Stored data
------------------------

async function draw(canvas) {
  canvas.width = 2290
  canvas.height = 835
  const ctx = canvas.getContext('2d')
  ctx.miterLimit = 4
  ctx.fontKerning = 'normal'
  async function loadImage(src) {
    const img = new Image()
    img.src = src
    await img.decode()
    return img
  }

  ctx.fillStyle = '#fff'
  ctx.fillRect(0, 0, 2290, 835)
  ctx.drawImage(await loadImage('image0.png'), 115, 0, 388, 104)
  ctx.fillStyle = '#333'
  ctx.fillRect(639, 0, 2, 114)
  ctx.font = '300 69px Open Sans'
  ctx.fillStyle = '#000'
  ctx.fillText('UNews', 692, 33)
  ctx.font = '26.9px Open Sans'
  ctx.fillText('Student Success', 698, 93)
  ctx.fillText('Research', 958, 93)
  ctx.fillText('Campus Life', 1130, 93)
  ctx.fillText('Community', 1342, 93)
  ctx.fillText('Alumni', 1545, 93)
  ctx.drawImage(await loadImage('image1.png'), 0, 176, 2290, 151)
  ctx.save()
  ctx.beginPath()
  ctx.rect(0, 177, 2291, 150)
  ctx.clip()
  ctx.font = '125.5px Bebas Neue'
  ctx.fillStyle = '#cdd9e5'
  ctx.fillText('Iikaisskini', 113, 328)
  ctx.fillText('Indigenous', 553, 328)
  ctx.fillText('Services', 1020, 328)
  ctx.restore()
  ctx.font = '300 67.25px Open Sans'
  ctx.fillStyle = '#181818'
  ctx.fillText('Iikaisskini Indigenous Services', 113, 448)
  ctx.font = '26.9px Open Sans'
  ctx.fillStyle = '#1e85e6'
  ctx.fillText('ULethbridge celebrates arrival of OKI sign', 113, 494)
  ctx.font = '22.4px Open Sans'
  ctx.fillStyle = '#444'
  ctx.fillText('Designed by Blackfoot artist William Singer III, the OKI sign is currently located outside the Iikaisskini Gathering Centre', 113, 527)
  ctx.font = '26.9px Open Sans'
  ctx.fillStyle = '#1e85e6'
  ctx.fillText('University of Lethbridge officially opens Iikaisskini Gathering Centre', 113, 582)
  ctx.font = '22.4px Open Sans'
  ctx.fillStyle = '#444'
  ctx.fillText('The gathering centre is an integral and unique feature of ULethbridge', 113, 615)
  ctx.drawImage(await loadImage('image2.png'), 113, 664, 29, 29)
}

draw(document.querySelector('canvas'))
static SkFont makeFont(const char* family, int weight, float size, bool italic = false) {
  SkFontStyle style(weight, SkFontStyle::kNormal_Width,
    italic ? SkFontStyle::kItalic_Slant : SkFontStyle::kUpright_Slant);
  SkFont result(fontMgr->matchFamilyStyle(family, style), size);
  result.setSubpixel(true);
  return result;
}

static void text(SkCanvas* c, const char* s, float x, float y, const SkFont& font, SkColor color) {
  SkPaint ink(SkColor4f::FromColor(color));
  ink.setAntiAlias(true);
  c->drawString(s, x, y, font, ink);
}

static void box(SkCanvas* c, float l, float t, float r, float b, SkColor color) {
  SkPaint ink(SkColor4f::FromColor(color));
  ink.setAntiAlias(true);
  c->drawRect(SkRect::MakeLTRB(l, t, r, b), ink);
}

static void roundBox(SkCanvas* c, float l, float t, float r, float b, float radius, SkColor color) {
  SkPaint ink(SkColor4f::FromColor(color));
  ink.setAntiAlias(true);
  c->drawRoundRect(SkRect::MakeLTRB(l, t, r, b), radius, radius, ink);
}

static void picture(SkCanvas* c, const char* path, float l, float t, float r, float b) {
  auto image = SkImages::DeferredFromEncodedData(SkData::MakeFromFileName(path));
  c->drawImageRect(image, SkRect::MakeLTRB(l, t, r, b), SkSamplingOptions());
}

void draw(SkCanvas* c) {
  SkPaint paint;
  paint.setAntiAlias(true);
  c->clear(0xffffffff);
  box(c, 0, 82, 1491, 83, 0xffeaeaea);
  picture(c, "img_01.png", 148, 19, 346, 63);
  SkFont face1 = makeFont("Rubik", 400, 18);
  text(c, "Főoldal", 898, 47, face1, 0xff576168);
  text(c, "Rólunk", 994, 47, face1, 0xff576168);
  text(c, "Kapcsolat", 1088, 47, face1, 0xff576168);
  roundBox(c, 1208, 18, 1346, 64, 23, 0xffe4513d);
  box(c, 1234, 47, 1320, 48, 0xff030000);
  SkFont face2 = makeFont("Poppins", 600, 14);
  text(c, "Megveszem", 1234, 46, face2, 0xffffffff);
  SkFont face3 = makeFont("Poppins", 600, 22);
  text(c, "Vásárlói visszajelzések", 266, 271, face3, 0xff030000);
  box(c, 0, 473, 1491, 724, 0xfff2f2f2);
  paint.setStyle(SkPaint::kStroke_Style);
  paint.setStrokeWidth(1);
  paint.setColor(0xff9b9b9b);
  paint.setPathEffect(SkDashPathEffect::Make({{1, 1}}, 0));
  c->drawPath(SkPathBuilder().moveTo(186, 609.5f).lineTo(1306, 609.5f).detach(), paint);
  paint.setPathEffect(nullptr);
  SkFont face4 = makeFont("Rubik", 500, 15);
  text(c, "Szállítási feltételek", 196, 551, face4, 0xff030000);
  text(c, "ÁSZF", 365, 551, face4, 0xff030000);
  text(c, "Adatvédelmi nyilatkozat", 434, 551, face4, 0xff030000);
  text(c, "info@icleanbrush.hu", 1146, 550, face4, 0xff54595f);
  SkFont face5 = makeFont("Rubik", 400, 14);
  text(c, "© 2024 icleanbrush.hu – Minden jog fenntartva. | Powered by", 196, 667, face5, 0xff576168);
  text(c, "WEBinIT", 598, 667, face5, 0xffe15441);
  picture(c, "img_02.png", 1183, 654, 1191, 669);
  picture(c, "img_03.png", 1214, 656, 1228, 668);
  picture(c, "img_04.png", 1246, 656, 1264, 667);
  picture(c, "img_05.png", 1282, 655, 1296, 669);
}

------------------------

ASSIGNED TASK
Retype the records above, but only those lines that fall between the line containing "radius, radius, ink);" and the line containing "paint.setAntiAlias(true);", with both of those lines included, exactly as written.

RESPONSE TO THE TASK
  c->drawRoundRect(SkRect::MakeLTRB(l, t, r, b), radius, radius, ink);
}

static void picture(SkCanvas* c, const char* path, float l, float t, float r, float b) {
  auto image = SkImages::DeferredFromEncodedData(SkData::MakeFromFileName(path));
  c->drawImageRect(image, SkRect::MakeLTRB(l, t, r, b), SkSamplingOptions());
}

void draw(SkCanvas* c) {
  SkPaint paint;
  paint.setAntiAlias(true);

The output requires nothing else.